Information given Start Marker

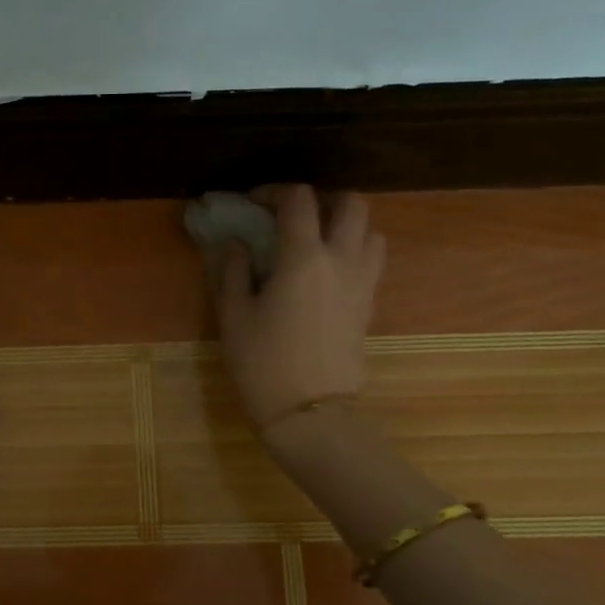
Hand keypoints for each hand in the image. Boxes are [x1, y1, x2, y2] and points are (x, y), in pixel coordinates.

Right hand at [206, 185, 385, 431]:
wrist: (310, 413)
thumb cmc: (263, 363)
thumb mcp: (233, 316)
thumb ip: (233, 270)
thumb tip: (237, 244)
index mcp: (303, 258)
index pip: (298, 200)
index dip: (273, 191)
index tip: (253, 203)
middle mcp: (342, 260)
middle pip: (351, 204)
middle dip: (322, 200)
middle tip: (294, 216)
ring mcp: (363, 283)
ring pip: (371, 231)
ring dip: (345, 226)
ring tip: (316, 242)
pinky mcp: (369, 305)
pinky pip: (371, 261)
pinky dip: (353, 252)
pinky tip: (326, 273)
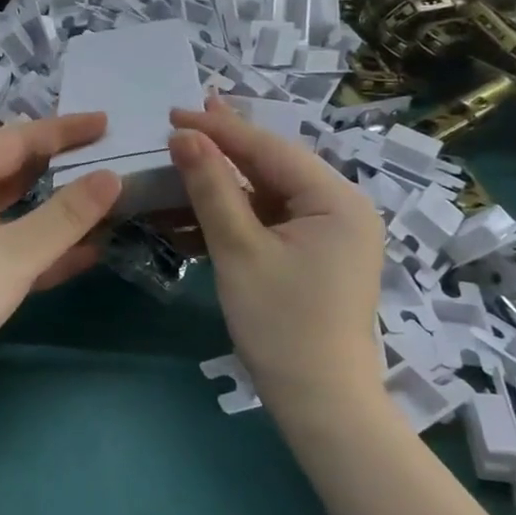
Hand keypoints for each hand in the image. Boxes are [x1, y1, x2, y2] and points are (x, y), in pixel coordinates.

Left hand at [0, 114, 121, 400]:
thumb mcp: (14, 253)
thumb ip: (65, 216)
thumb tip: (112, 177)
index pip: (18, 139)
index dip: (63, 129)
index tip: (105, 122)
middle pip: (17, 170)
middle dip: (62, 162)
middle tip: (108, 155)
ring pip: (19, 210)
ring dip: (59, 206)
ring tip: (105, 197)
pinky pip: (17, 247)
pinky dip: (49, 246)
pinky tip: (89, 251)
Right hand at [169, 101, 384, 410]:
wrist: (320, 403)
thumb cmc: (281, 324)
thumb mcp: (239, 250)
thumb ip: (212, 187)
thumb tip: (184, 136)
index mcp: (336, 199)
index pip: (269, 149)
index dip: (219, 129)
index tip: (175, 112)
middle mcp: (340, 207)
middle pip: (272, 166)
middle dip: (225, 146)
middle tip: (183, 118)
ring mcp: (329, 233)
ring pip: (268, 193)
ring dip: (224, 182)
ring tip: (183, 156)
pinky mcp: (314, 255)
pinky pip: (270, 220)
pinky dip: (235, 214)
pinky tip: (197, 206)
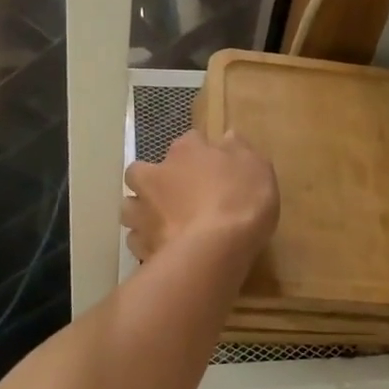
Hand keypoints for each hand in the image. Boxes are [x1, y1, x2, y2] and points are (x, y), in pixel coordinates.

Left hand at [122, 130, 279, 265]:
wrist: (214, 250)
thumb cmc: (240, 201)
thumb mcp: (257, 168)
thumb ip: (240, 151)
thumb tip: (228, 137)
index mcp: (186, 151)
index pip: (190, 140)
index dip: (201, 152)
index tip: (214, 165)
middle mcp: (157, 175)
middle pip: (141, 171)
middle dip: (151, 180)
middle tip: (173, 194)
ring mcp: (144, 212)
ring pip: (130, 206)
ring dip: (141, 211)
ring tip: (160, 223)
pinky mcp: (141, 245)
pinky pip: (137, 240)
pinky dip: (146, 242)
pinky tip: (162, 249)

Information given End Marker

Task instructions »
Output the lines above exactly, but only those between the line holding "ring tip: (105, 197)" and the line holding "index dip: (219, 129)", inclusive.

Solution for this task »
ring tip: (105, 197)
pinky pip: (17, 247)
pinky dip: (49, 246)
pinky tip: (89, 251)
Right hand at [169, 101, 384, 410]:
wrist: (320, 403)
thumb cmc: (281, 324)
thumb mcp: (239, 250)
thumb ip: (212, 187)
thumb tip: (184, 136)
index mcp: (336, 199)
index pip: (269, 149)
index dip: (219, 129)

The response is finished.